Have Scientists Developed A Way To Improve Cancer Screening?
Thanks to new software from two South Dakota State University computer science professors, female wellness may soon be improved with a more accurate and less expensive way to detect breast cancer.
According to professor Sung Shin, the new breast imaging technology, known as microwave tomography imaging (MTI), can produce an image that is even capable of finding cancer in women with dense breast tissue, and it can be done at a fraction of the cost of current techniques. During an MTI, you simply lie on a special table with your breast in a compartment filled with gel, and then the technician takes the image.

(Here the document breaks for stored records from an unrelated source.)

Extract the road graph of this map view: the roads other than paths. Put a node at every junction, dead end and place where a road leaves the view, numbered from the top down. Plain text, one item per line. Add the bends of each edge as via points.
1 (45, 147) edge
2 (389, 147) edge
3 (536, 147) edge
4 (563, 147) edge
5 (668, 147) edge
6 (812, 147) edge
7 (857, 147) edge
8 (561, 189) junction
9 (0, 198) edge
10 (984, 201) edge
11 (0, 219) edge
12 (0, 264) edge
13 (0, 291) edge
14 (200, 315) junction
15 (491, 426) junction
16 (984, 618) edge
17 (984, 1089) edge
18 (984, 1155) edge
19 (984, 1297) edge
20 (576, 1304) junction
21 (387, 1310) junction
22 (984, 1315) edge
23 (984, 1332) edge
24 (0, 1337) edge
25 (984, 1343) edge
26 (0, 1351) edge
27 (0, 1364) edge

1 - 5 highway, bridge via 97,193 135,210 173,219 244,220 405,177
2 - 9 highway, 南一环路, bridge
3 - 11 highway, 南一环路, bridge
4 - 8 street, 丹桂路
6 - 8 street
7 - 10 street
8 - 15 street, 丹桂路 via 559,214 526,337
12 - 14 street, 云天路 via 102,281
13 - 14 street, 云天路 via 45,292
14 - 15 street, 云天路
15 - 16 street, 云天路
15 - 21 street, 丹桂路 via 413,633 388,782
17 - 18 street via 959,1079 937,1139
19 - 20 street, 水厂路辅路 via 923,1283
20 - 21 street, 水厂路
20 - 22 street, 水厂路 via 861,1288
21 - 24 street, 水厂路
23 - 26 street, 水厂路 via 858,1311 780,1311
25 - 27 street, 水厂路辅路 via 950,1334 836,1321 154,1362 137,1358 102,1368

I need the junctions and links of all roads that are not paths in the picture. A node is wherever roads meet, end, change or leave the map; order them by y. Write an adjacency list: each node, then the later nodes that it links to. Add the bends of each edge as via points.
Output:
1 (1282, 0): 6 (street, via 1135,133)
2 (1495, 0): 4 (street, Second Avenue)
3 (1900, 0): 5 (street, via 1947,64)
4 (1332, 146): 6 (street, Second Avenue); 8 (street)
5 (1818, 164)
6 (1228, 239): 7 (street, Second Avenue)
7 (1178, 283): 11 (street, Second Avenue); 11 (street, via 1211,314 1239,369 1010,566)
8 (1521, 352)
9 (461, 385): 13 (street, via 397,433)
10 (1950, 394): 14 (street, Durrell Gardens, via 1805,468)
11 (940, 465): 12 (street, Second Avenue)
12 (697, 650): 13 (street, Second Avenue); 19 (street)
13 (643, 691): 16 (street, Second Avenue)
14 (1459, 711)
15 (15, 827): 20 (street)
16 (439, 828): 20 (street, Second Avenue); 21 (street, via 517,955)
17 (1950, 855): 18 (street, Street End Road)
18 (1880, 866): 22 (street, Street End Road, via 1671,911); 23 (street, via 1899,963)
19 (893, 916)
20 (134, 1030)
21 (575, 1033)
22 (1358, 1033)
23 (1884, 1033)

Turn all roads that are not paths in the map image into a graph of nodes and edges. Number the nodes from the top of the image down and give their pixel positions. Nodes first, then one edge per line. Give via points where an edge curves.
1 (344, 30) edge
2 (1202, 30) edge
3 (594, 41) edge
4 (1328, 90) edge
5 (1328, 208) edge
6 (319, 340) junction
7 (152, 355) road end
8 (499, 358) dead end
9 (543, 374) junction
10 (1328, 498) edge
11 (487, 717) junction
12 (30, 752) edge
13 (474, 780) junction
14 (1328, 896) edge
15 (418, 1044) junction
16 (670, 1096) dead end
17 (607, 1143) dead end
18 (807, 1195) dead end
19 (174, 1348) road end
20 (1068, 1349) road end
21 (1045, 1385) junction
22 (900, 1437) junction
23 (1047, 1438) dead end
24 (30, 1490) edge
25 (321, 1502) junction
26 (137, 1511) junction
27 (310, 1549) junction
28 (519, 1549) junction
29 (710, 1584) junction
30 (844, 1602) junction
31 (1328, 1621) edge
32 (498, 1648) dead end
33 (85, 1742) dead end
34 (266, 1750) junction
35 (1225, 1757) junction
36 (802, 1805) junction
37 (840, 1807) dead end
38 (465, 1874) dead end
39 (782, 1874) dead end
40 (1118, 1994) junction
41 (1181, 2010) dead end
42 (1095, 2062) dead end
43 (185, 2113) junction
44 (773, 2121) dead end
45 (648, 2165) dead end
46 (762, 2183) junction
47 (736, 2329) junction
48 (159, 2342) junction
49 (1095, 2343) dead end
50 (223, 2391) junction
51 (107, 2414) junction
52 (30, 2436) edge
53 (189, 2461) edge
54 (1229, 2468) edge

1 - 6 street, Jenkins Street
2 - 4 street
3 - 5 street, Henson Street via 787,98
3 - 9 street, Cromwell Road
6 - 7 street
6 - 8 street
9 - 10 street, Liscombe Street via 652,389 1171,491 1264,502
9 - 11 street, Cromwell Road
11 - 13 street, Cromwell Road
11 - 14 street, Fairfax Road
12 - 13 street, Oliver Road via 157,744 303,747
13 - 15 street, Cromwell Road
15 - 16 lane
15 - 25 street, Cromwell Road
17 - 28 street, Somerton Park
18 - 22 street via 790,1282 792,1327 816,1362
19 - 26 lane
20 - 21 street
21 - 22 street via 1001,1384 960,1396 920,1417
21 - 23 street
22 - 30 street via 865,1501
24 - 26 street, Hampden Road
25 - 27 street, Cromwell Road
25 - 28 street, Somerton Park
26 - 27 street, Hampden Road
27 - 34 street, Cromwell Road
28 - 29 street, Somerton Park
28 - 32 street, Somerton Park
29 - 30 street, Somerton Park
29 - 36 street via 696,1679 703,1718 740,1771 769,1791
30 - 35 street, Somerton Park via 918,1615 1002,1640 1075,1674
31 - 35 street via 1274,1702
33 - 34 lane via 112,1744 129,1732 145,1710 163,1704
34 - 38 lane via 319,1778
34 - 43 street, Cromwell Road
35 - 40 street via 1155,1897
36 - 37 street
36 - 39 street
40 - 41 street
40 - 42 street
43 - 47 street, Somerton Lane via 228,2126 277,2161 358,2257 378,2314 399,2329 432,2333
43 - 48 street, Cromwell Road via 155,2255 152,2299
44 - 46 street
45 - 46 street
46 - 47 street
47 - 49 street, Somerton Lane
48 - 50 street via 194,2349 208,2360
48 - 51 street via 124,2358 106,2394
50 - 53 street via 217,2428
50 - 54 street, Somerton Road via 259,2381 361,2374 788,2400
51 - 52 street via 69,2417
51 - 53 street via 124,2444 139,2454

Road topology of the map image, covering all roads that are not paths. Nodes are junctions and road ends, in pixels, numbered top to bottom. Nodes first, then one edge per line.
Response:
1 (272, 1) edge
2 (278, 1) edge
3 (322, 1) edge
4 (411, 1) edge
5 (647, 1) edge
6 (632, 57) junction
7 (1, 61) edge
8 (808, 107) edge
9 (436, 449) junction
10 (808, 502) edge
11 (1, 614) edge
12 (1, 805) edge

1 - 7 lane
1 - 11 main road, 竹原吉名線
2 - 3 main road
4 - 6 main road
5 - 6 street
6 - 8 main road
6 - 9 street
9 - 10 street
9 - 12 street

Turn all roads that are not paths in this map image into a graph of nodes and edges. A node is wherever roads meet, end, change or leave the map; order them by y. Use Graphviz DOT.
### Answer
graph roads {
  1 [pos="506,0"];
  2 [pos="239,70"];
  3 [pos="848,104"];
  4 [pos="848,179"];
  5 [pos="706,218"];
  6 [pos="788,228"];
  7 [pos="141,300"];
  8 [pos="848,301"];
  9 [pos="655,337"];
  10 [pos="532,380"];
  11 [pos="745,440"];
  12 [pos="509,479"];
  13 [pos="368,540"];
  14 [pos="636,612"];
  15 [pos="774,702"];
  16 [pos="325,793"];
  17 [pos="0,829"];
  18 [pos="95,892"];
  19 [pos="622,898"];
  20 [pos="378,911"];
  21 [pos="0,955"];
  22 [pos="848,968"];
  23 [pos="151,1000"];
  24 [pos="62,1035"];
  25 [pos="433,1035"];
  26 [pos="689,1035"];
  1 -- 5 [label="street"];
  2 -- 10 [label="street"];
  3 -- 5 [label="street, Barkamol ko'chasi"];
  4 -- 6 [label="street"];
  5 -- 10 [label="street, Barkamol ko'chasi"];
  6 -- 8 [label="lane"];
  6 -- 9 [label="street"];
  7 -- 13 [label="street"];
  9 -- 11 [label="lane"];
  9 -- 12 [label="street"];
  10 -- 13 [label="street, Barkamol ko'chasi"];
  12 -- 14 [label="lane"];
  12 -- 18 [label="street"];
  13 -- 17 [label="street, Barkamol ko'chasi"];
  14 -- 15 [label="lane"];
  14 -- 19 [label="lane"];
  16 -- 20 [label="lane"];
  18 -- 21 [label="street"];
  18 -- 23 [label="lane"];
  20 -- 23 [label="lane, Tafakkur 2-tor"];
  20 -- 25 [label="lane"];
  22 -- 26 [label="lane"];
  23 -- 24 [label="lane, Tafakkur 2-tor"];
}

This project has been in development since 2010, with Shin and assistant professor Wei Wang working with scientists from The Electronics and Telecommunications Research Institute and Chung Nam University in Daejeon, South Korea. The institute in South Korea is owned by the government, and holds the patent on the microwave tomography machine. Shin explained that it is here that the MTI is being developed as a cancer screening tool.
The first 15 patients were screened using this experimental procedure last autumn, which involved using MTI, magnetic resonance imaging— or MRI—and mammography. Dr. Wu-Kyung Moon of Seoul National University, a medical doctor and one of South Korea’s leading cancer researchers, is working with Shin on this portion of the international collaborative project. Since Shin returned from Korea in January with the imaging data, Wang has said ‘We have rich information now.’
So how does the MTI work? The software that the team is developing will be able to identify the tumour on the MTI and then compare it to a database of more than 100,000 MRI images, choosing the cases that are most similar and extracting the image along with the case files, Wang said. From this, doctors will be able to see what treatments were used, how successful they were at combating the cancer, and how to then proceed with a plan of action for the patient in question.
According to Shin, the process is dependent on the quality of image that the machine produces. Wang explained that the imaging machine currently uses a wave frequency of three gigahertz, ‘which gives the patient exposure to less radiation than using a cell phone,’ but the team is now upgrading the machine to six gigahertz because ‘higher frequency will give a better image.’ Shin and Wang hope future funding will involve partnering with an American health-care facility, and that their work will be completed by 2015.